Assignment
Examine each line of the data. Copy those that contain the string "East".

—————

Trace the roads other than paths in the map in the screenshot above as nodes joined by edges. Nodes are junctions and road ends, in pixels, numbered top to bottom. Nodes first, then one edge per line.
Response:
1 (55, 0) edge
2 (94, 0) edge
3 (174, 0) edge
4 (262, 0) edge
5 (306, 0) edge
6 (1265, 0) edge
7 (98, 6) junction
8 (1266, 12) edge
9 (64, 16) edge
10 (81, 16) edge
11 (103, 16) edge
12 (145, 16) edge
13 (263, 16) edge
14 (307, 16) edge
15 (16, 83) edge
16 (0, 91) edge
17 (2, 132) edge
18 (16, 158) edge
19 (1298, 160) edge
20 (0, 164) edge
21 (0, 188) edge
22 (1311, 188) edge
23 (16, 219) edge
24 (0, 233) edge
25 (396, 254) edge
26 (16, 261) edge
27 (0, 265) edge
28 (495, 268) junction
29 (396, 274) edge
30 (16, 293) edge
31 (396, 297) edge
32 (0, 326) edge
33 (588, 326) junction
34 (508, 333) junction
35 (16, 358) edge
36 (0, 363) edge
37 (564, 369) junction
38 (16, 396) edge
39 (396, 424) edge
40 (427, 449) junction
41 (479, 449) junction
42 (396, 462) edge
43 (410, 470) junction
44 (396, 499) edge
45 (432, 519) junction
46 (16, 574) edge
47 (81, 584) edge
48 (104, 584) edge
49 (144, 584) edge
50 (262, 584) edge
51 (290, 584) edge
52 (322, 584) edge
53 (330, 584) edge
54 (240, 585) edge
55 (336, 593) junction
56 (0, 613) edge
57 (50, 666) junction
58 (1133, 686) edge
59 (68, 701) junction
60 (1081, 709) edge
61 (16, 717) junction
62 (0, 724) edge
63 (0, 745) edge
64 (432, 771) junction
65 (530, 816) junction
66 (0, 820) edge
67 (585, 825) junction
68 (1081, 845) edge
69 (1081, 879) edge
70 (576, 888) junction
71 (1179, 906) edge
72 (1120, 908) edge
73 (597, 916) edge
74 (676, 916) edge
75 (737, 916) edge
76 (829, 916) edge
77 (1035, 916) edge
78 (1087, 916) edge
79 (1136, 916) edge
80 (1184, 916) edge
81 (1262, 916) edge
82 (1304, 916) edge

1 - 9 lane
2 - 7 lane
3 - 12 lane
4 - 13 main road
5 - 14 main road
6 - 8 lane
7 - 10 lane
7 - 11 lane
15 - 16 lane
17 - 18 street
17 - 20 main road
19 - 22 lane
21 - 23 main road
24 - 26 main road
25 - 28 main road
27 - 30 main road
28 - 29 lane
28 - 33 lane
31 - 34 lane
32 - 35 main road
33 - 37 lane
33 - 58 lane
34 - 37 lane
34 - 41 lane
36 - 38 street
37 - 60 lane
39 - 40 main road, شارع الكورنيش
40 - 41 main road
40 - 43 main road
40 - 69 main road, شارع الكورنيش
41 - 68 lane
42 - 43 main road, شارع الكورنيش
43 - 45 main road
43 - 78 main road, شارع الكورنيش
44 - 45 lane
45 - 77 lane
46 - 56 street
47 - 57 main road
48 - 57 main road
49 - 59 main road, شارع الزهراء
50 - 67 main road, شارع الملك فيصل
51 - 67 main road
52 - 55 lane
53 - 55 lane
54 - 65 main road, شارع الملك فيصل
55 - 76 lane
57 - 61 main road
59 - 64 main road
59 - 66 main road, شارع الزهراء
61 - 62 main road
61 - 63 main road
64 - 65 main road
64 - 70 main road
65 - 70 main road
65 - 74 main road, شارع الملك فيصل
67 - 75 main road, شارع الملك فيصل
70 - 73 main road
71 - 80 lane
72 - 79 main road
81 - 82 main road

—————

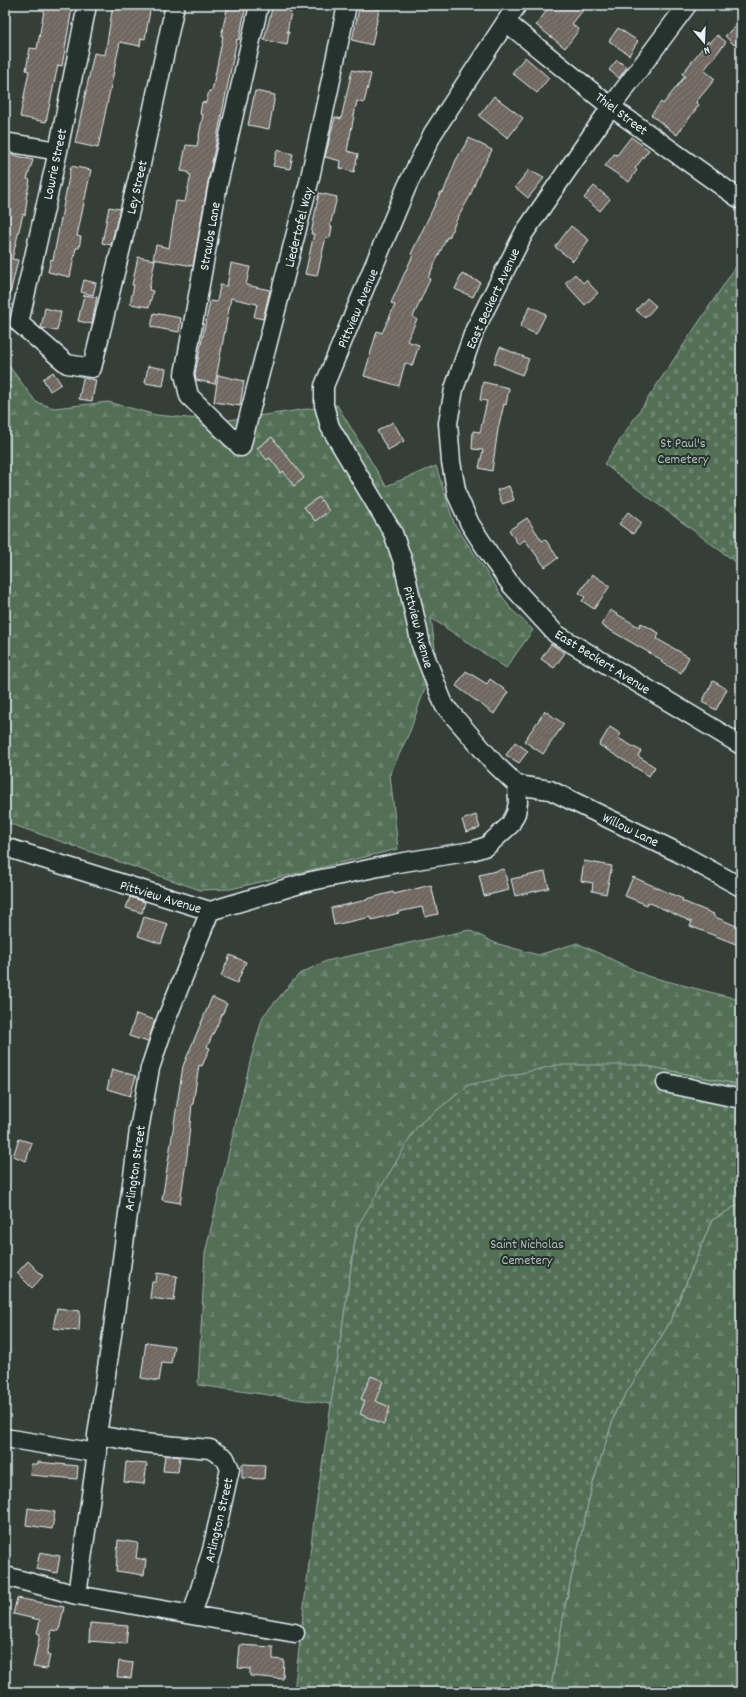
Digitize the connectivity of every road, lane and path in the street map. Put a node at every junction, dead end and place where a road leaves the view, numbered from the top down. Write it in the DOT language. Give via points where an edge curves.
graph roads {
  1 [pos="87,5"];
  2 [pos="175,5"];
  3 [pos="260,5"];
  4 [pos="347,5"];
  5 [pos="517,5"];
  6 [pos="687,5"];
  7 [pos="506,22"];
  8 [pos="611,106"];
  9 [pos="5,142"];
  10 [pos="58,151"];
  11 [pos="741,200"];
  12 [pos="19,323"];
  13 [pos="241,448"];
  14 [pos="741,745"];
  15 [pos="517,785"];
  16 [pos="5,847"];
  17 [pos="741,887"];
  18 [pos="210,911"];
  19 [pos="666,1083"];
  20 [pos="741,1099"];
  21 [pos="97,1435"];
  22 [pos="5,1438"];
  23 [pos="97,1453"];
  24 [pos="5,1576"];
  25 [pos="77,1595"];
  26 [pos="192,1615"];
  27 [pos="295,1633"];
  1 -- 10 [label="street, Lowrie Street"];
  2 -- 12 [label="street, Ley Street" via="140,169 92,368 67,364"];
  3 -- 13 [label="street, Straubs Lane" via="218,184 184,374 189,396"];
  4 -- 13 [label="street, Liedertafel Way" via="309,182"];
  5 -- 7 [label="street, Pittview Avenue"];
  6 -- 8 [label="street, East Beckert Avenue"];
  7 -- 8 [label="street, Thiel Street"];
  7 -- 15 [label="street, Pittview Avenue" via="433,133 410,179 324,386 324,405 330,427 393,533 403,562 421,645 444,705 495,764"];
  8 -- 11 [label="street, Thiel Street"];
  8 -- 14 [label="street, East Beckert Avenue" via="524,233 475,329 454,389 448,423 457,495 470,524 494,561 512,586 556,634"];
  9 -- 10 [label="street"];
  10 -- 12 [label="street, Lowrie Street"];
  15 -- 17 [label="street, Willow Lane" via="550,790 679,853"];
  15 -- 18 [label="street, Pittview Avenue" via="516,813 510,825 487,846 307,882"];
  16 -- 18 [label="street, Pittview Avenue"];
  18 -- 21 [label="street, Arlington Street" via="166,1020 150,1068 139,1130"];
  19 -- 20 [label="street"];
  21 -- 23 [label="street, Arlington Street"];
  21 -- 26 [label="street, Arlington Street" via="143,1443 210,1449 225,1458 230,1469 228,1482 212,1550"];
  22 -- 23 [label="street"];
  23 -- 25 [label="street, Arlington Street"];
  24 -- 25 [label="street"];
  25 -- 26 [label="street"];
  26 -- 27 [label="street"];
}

—————

Reply to the task
  6 -- 8 [label="street, East Beckert Avenue"];
  8 -- 14 [label="street, East Beckert Avenue" via="524,233 475,329 454,389 448,423 457,495 470,524 494,561 512,586 556,634"];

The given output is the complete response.